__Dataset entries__
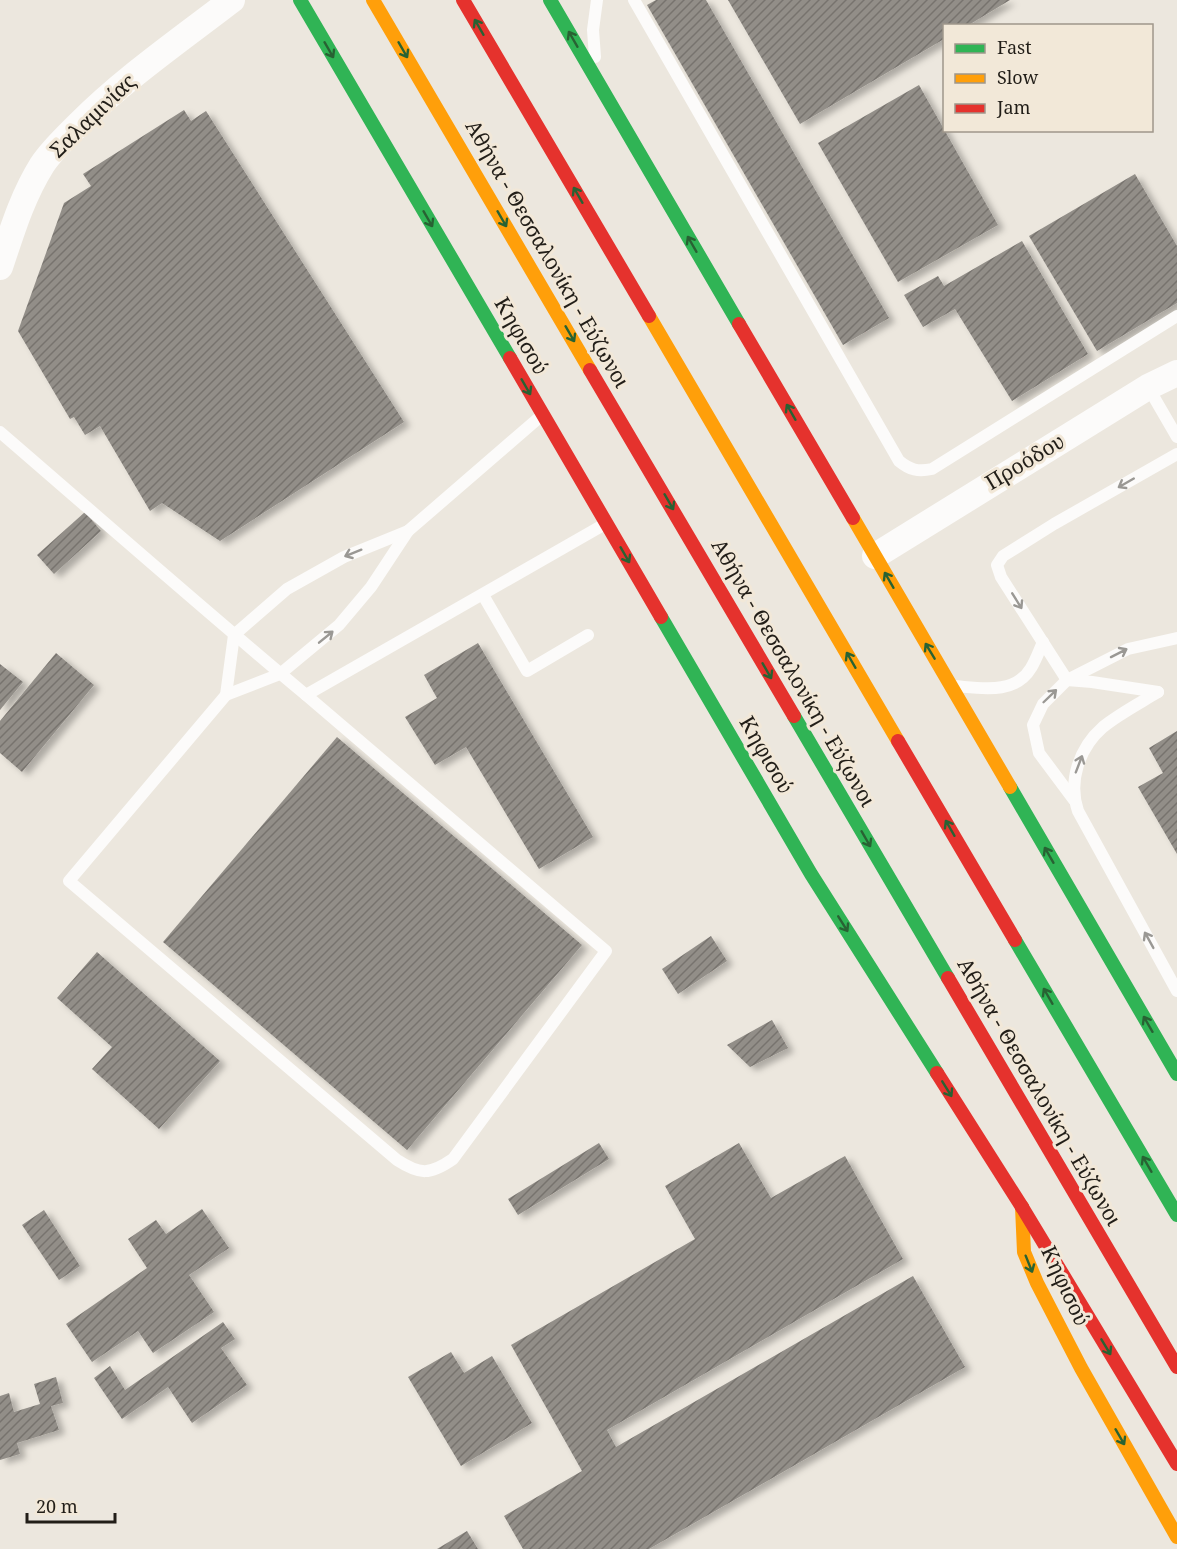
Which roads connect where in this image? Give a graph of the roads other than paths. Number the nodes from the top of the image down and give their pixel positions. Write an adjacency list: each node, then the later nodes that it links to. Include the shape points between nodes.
1 (232, 0): 9 (street, Σαλαμινίας, via 125,82 63,139 29,186)
2 (300, 0): 13 (main road, Κηφισού, one-way to 13)
3 (373, 0): 35 (main road, Αθήνα - Θεσσαλονίκη - Εύζωνοι, one-way to 35)
4 (463, 0): 34 (main road, one-way to 4)
5 (550, 0): 8 (main road, one-way to 5)
6 (597, 0): 8 (lane, via 593,30)
7 (634, 0): 10 (lane, via 899,461 906,467 932,469)
8 (596, 79): 19 (main road, one-way to 8)
9 (0, 267)
10 (1177, 316)
11 (1177, 373): 12 (street, Προόδου)
12 (1148, 387): 15 (lane); 19 (street, Προόδου)
13 (543, 415): 17 (main road, Κηφισού); 18 (lane)
14 (0, 432): 21 (lane)
15 (1177, 436)
16 (1177, 454): 24 (lane, one-way to 24, via 1054,524 1004,556 997,565)
17 (606, 524): 20 (lane); 33 (main road, Κηφισού, one-way to 33, via 812,874)
18 (408, 531): 21 (lane, one-way to 21, via 344,557 287,589); 25 (lane, one-way to 18, via 339,626)
19 (875, 556): 27 (main road, one-way to 19)
20 (483, 596): 22 (lane, via 527,671); 29 (lane)
21 (234, 635): 25 (lane); 28 (lane)
22 (588, 635)
23 (1177, 638): 26 (lane, one-way to 23, via 1128,649)
24 (1043, 642): 26 (lane); 27 (lane, via 1031,670 1010,687)
25 (280, 674): 28 (lane); 29 (lane)
26 (1067, 680): 30 (lane, one-way to 26, via 1039,753 1033,725 1043,704); 30 (lane, one-way to 26, via 1075,774 1090,742 1103,727 1158,692)
27 (951, 686): 32 (main road, one-way to 27)
28 (226, 695): 29 (lane, via 69,881 397,1160 425,1172 438,1169 453,1159 606,951)
29 (306, 695)
30 (1074, 800): 31 (lane, one-way to 30)
31 (1177, 991)
32 (1177, 1074)
33 (1022, 1207): 36 (main road, one-way to 36); 37 (main road, Κηφισού, one-way to 37, via 1024,1252 1037,1283)
34 (1177, 1215)
35 (1177, 1367)
36 (1177, 1464)
37 (1177, 1537)

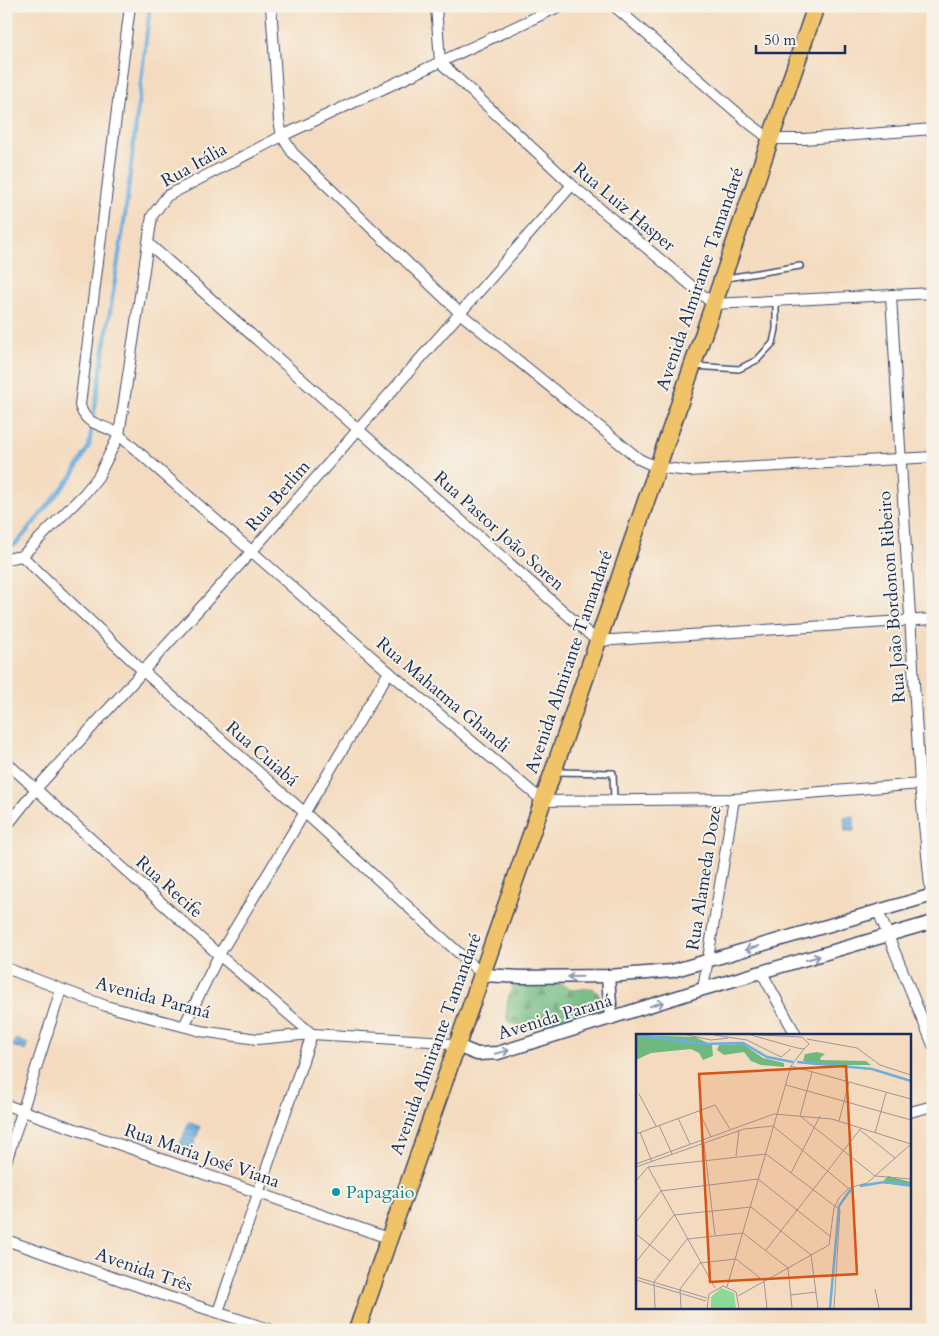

__TASK INSTRUCTIONS__
Every record is to be repeated exactly, and no picture is carried over.

__REPLY__
Which roads connect where in this image? Give a graph of the roads other than paths. Number the nodes from the top of the image down and give their pixel positions. Write an adjacency list: each node, then the later nodes that it links to. Include the shape points between nodes.
1 (232, 0): 9 (street, Σαλαμινίας, via 125,82 63,139 29,186)
2 (300, 0): 13 (main road, Κηφισού, one-way to 13)
3 (373, 0): 35 (main road, Αθήνα - Θεσσαλονίκη - Εύζωνοι, one-way to 35)
4 (463, 0): 34 (main road, one-way to 4)
5 (550, 0): 8 (main road, one-way to 5)
6 (597, 0): 8 (lane, via 593,30)
7 (634, 0): 10 (lane, via 899,461 906,467 932,469)
8 (596, 79): 19 (main road, one-way to 8)
9 (0, 267)
10 (1177, 316)
11 (1177, 373): 12 (street, Προόδου)
12 (1148, 387): 15 (lane); 19 (street, Προόδου)
13 (543, 415): 17 (main road, Κηφισού); 18 (lane)
14 (0, 432): 21 (lane)
15 (1177, 436)
16 (1177, 454): 24 (lane, one-way to 24, via 1054,524 1004,556 997,565)
17 (606, 524): 20 (lane); 33 (main road, Κηφισού, one-way to 33, via 812,874)
18 (408, 531): 21 (lane, one-way to 21, via 344,557 287,589); 25 (lane, one-way to 18, via 339,626)
19 (875, 556): 27 (main road, one-way to 19)
20 (483, 596): 22 (lane, via 527,671); 29 (lane)
21 (234, 635): 25 (lane); 28 (lane)
22 (588, 635)
23 (1177, 638): 26 (lane, one-way to 23, via 1128,649)
24 (1043, 642): 26 (lane); 27 (lane, via 1031,670 1010,687)
25 (280, 674): 28 (lane); 29 (lane)
26 (1067, 680): 30 (lane, one-way to 26, via 1039,753 1033,725 1043,704); 30 (lane, one-way to 26, via 1075,774 1090,742 1103,727 1158,692)
27 (951, 686): 32 (main road, one-way to 27)
28 (226, 695): 29 (lane, via 69,881 397,1160 425,1172 438,1169 453,1159 606,951)
29 (306, 695)
30 (1074, 800): 31 (lane, one-way to 30)
31 (1177, 991)
32 (1177, 1074)
33 (1022, 1207): 36 (main road, one-way to 36); 37 (main road, Κηφισού, one-way to 37, via 1024,1252 1037,1283)
34 (1177, 1215)
35 (1177, 1367)
36 (1177, 1464)
37 (1177, 1537)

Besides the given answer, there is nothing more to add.